(Records for this exercise):
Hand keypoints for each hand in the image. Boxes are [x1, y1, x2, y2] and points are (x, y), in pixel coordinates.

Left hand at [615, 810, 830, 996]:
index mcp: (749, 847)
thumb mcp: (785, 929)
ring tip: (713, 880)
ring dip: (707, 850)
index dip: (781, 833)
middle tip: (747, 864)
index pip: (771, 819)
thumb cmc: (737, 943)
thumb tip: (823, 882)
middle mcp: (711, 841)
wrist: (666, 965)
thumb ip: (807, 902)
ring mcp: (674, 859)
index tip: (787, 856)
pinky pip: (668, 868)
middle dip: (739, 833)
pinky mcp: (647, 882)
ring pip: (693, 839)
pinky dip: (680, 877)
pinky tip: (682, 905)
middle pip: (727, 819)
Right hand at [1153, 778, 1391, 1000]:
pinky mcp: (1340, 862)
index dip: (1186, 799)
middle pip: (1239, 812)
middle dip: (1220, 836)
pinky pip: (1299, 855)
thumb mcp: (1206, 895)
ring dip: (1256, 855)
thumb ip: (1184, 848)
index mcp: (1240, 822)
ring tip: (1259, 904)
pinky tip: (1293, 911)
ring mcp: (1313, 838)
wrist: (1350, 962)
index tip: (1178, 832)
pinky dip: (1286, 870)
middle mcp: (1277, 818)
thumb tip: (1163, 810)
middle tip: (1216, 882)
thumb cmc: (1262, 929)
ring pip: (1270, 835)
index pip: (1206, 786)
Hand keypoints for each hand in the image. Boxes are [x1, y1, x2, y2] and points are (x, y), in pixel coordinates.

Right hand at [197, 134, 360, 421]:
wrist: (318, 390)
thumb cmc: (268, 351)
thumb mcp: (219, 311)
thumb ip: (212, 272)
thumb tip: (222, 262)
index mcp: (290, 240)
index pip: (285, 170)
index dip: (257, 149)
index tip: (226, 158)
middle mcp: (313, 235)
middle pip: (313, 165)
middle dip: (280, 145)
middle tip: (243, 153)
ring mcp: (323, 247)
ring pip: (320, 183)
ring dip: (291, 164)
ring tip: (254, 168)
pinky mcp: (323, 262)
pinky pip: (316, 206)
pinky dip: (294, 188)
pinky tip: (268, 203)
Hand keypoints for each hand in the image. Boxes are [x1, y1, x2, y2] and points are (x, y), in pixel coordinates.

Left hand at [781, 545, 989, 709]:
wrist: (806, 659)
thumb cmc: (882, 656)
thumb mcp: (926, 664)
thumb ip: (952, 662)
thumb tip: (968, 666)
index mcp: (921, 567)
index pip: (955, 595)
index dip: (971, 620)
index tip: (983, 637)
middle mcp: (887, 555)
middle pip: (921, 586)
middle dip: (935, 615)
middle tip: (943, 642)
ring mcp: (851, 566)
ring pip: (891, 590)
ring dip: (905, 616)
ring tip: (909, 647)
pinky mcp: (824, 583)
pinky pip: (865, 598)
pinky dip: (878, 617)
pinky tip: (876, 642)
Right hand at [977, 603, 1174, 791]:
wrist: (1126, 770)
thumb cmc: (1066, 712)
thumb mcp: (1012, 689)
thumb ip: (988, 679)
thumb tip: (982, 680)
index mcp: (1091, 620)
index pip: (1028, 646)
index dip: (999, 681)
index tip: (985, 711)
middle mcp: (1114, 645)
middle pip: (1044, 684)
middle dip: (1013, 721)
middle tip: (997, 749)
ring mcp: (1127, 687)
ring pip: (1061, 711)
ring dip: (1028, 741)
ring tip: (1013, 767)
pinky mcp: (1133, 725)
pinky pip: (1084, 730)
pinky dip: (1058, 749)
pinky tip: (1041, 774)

(Task instructions): All lines above from the one with "index pip: (1206, 786)" to the one with "middle pip: (313, 165)", inclusive, should be copied exactly, and no other lines.

(Written response):
index pip: (1206, 786)
Hand keypoints for each hand in the image. Boxes are [x1, y1, x2, y2] and points are (x, y), in pixel coordinates.

Right hand at [197, 134, 360, 421]:
wrist: (318, 390)
thumb cmc: (268, 351)
thumb mcp: (219, 311)
thumb ip: (212, 272)
thumb tip: (222, 262)
index mcp: (290, 240)
index pip: (285, 170)
index dip: (257, 149)
index tip: (226, 158)
middle mcp: (313, 235)
middle pip: (313, 165)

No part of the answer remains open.